(Given data)

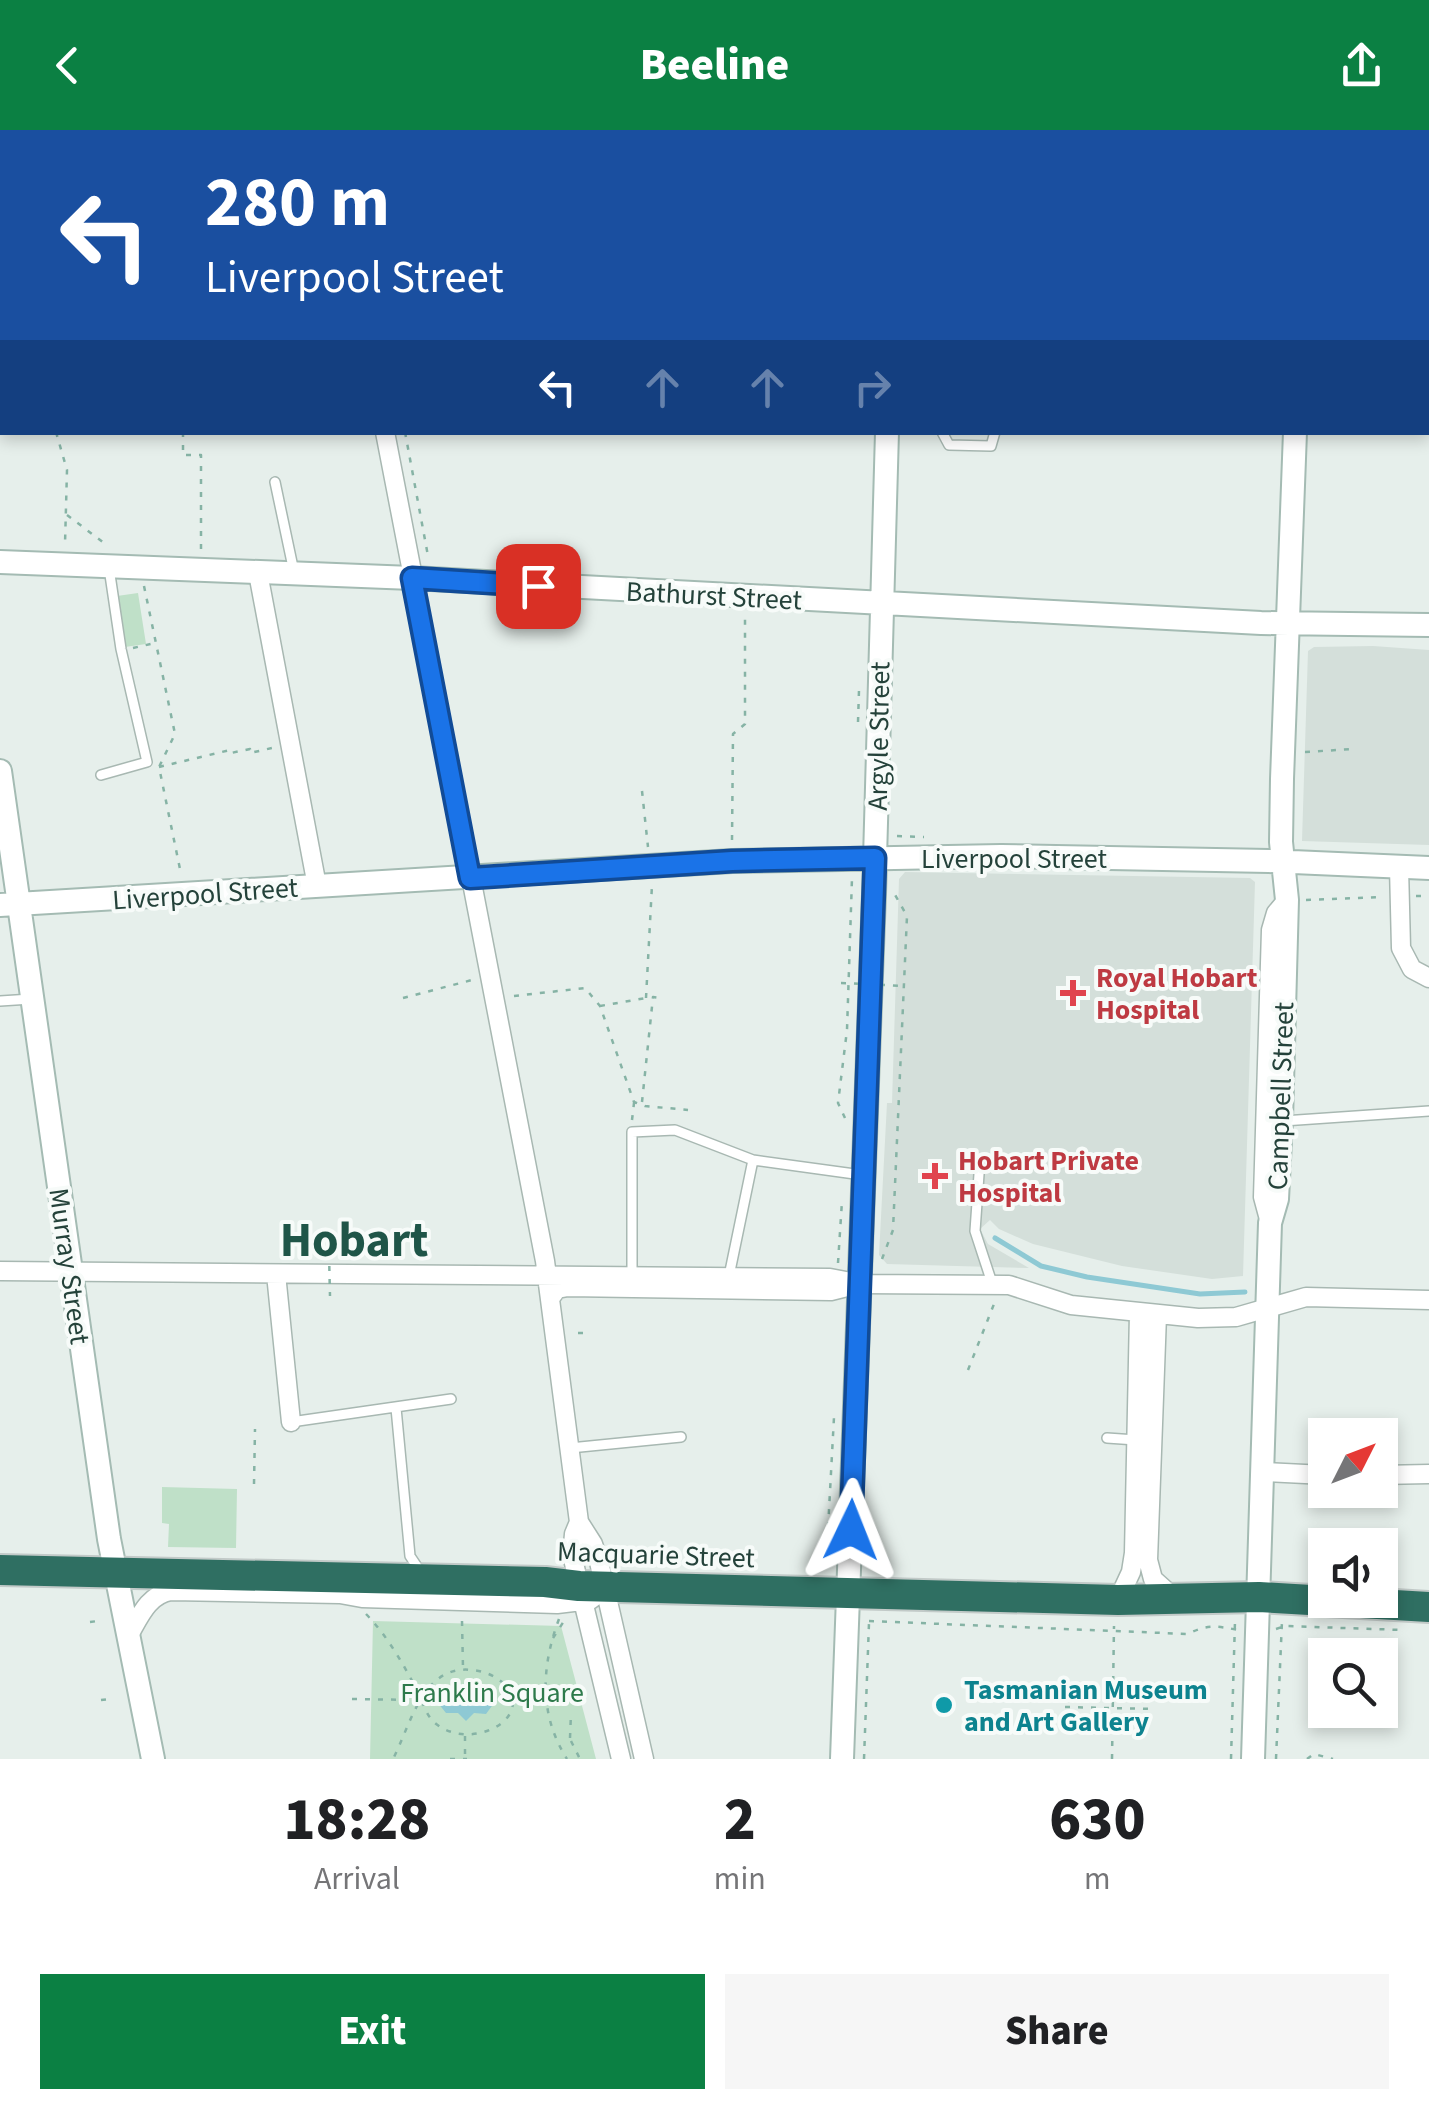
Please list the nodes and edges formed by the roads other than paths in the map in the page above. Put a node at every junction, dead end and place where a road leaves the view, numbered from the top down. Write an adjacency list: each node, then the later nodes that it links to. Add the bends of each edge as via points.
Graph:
1 (386, 435): 11 (street)
2 (887, 435): 12 (main road, Argyle Street)
3 (943, 435): 4 (lane, via 948,445 984,448)
4 (994, 435)
5 (1295, 435): 13 (main road, Campbell Street)
6 (274, 482): 10 (lane)
7 (110, 556): 8 (main road, Bathurst Street, via 64,565); 9 (main road, Bathurst Street); 16 (lane, via 147,762)
8 (0, 562)
9 (258, 572): 10 (main road, Bathurst Street); 22 (street)
10 (295, 575): 11 (main road, Bathurst Street)
11 (412, 578): 12 (main road, Bathurst Street); 21 (street)
12 (881, 603): 13 (main road, Bathurst Street); 17 (main road, Argyle Street)
13 (1288, 624): 14 (main road, Bathurst Street); 18 (main road, Campbell Street)
14 (1429, 625)
15 (0, 771): 24 (main road, Murray Street)
16 (102, 775)
17 (875, 858): 18 (main road, Liverpool Street); 21 (main road, Liverpool Street); 32 (main road, Argyle Street)
18 (1284, 861): 19 (main road, Liverpool Street); 23 (main road, Campbell Street)
19 (1399, 867): 20 (main road, Liverpool Street); 25 (street, via 1401,948 1412,969)
20 (1429, 868)
21 (470, 878): 22 (main road, Liverpool Street); 37 (street)
22 (318, 886): 24 (main road, Liverpool Street)
23 (1287, 900): 29 (main road, Campbell Street); 33 (street, via 1272,930 1263,1197)
24 (10, 904): 26 (main road, Murray Street)
25 (1429, 978)
26 (33, 998): 27 (lane); 35 (main road, Murray Street)
27 (0, 1000)
28 (1429, 1111): 29 (lane)
29 (1280, 1121): 33 (main road, Campbell Street)
30 (753, 1160): 32 (lane); 38 (lane, via 675,1130 632,1132); 39 (lane)
31 (980, 1160): 41 (lane, via 975,1231)
32 (854, 1174): 40 (main road, Argyle Street)
33 (1270, 1223): 44 (main road, Campbell Street)
34 (0, 1271): 35 (street)
35 (71, 1272): 36 (street); 59 (main road, Murray Street)
36 (276, 1274): 37 (street); 48 (street)
37 (548, 1275): 38 (street); 42 (street)
38 (632, 1282): 39 (street); 42 (street, via 560,1288)
39 (728, 1283): 40 (street, via 830,1291)
40 (860, 1284): 41 (street); 61 (main road, Argyle Street)
41 (997, 1284): 45 (street, via 1071,1305)
42 (550, 1297): 52 (street)
43 (1429, 1300): 44 (street, via 1306,1297)
44 (1268, 1310): 45 (street, via 1236,1317); 53 (main road, Campbell Street)
45 (1148, 1314): 51 (street)
46 (451, 1399): 47 (lane)
47 (396, 1408): 48 (lane); 57 (lane)
48 (291, 1422)
49 (680, 1437): 52 (lane)
50 (1107, 1438): 51 (lane)
51 (1144, 1442): 62 (street, via 1149,1564 1153,1579); 63 (street, via 1133,1563)
52 (567, 1448): 60 (street, via 579,1522 572,1545)
53 (1263, 1472): 54 (street); 64 (main road, Campbell Street)
54 (1308, 1473)
55 (1429, 1474): 56 (street)
56 (1398, 1475)
57 (399, 1567): 59 (highway, Macquarie Street); 60 (highway, Macquarie Street, via 436,1581 554,1582)
58 (0, 1570): 59 (highway, Macquarie Street)
59 (115, 1571): 66 (main road, Murray Street)
60 (589, 1592): 61 (highway, Macquarie Street); 66 (street, via 557,1604 171,1591 149,1602); 68 (street); 69 (street)
61 (849, 1592): 63 (highway, Macquarie Street); 70 (main road, Argyle Street)
62 (1173, 1597): 63 (highway, Macquarie Street); 64 (highway, Macquarie Street)
63 (1116, 1600)
64 (1271, 1607): 65 (highway, Macquarie Street); 71 (main road, Campbell Street)
65 (1420, 1619)
66 (129, 1635): 67 (main road, Murray Street)
67 (153, 1759)
68 (621, 1759)
69 (644, 1759)
70 (842, 1759)
71 (1253, 1759)

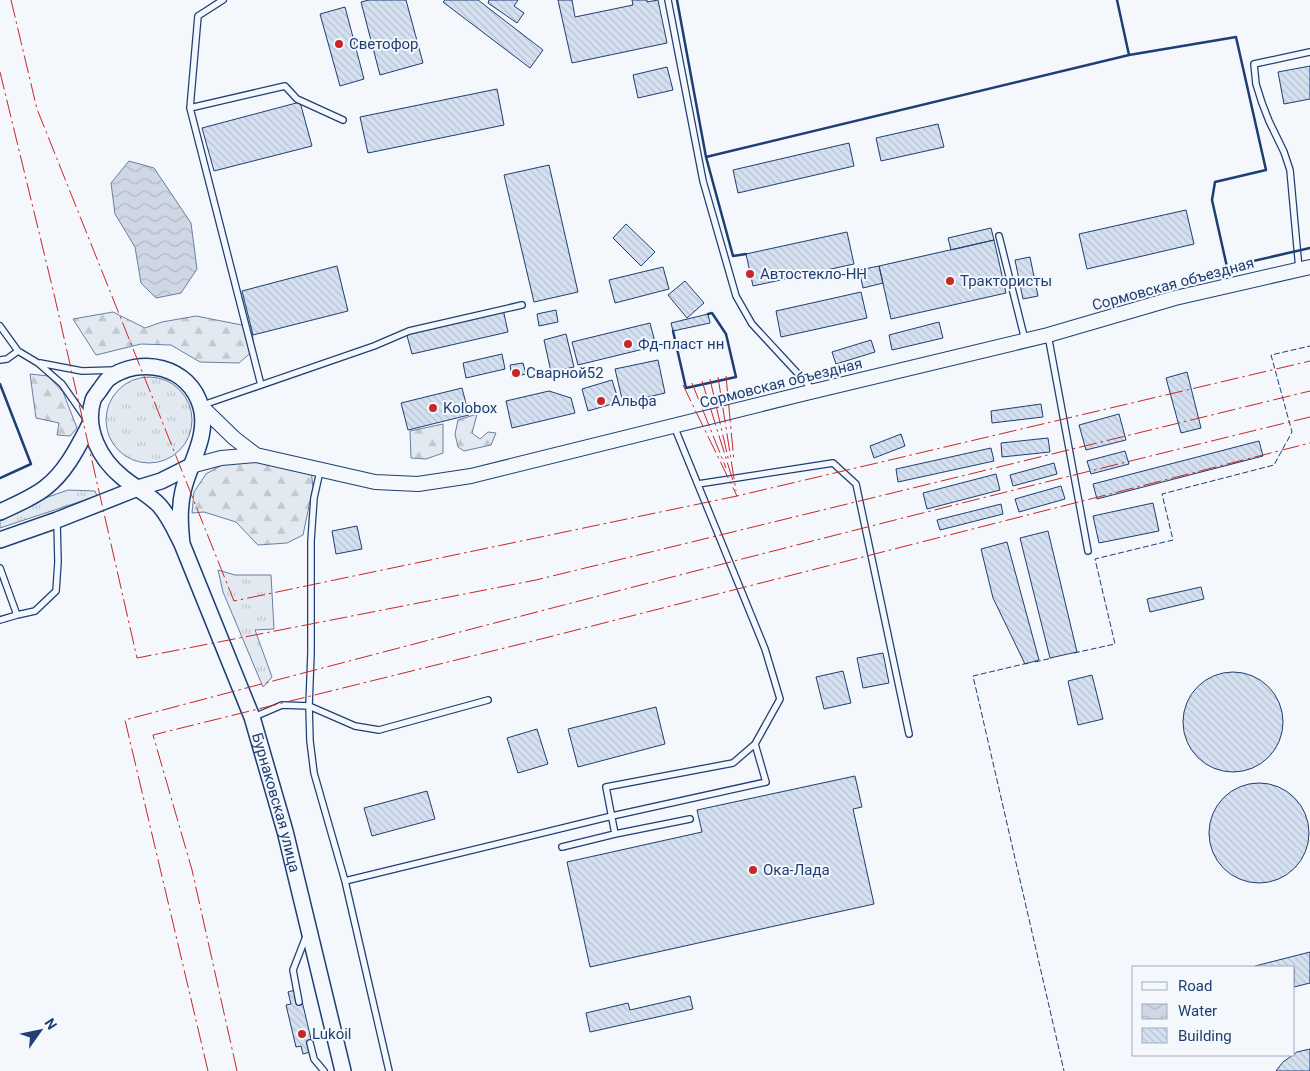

(End Given data)

#### [What you will do]
Checking each line of the data, count the ones containing "Argyle", and give only that count.

#### [Exercise answer]
6